> _EXERCISE DESCRIPTION_:
The answer must consist of every line from the data that holds "hand".

##### DATA PROVIDED #####

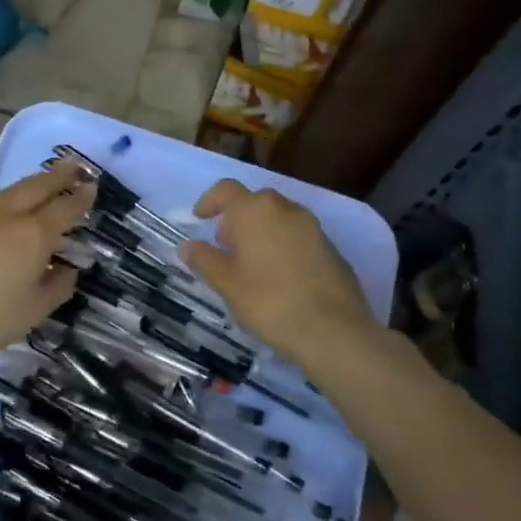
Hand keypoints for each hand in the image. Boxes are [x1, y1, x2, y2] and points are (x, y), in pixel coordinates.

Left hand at [0, 159, 94, 356]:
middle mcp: (8, 215)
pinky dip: (5, 198)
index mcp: (34, 234)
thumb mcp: (32, 311)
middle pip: (37, 187)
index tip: (92, 187)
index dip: (80, 198)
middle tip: (74, 165)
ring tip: (41, 181)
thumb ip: (56, 288)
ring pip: (10, 190)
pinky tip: (2, 204)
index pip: (64, 209)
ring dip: (31, 183)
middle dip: (58, 175)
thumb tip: (69, 271)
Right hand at [179, 180, 375, 364]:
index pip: (226, 190)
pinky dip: (283, 247)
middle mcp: (286, 209)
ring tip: (250, 265)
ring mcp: (314, 228)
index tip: (199, 219)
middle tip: (224, 246)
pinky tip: (279, 278)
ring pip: (279, 220)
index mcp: (256, 210)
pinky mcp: (332, 249)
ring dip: (261, 233)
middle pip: (255, 203)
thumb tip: (187, 246)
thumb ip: (204, 259)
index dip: (209, 201)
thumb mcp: (226, 283)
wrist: (333, 331)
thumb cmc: (268, 301)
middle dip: (236, 219)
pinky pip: (298, 238)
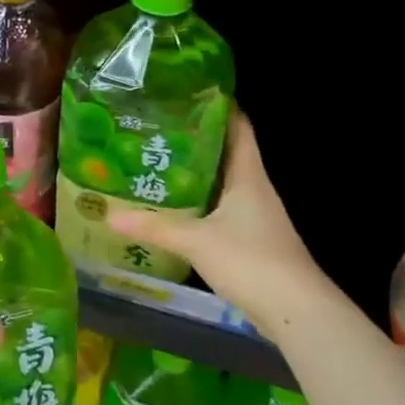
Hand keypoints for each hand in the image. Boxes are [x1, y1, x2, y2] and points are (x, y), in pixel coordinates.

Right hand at [106, 110, 329, 341]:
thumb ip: (154, 227)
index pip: (238, 126)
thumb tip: (109, 215)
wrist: (295, 310)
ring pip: (222, 183)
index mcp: (248, 175)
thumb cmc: (251, 260)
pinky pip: (220, 210)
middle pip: (226, 152)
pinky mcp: (249, 240)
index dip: (217, 106)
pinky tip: (175, 209)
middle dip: (195, 139)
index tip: (185, 94)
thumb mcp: (197, 240)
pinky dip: (199, 204)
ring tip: (157, 163)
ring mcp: (254, 215)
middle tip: (156, 129)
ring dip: (195, 173)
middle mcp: (254, 188)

#####

> _TASK RESULT_:
Hand keypoints for each hand in the image. Boxes are [x1, y1, x2, y2] and points are (x, y), in pixel coordinates.
Left hand at [0, 159, 94, 356]:
Right hand at [179, 180, 375, 364]:
Hand keypoints for each hand in the image. Boxes are [x1, y1, x2, y2] and points are (x, y), in pixel coordinates.
Right hand at [106, 110, 329, 341]:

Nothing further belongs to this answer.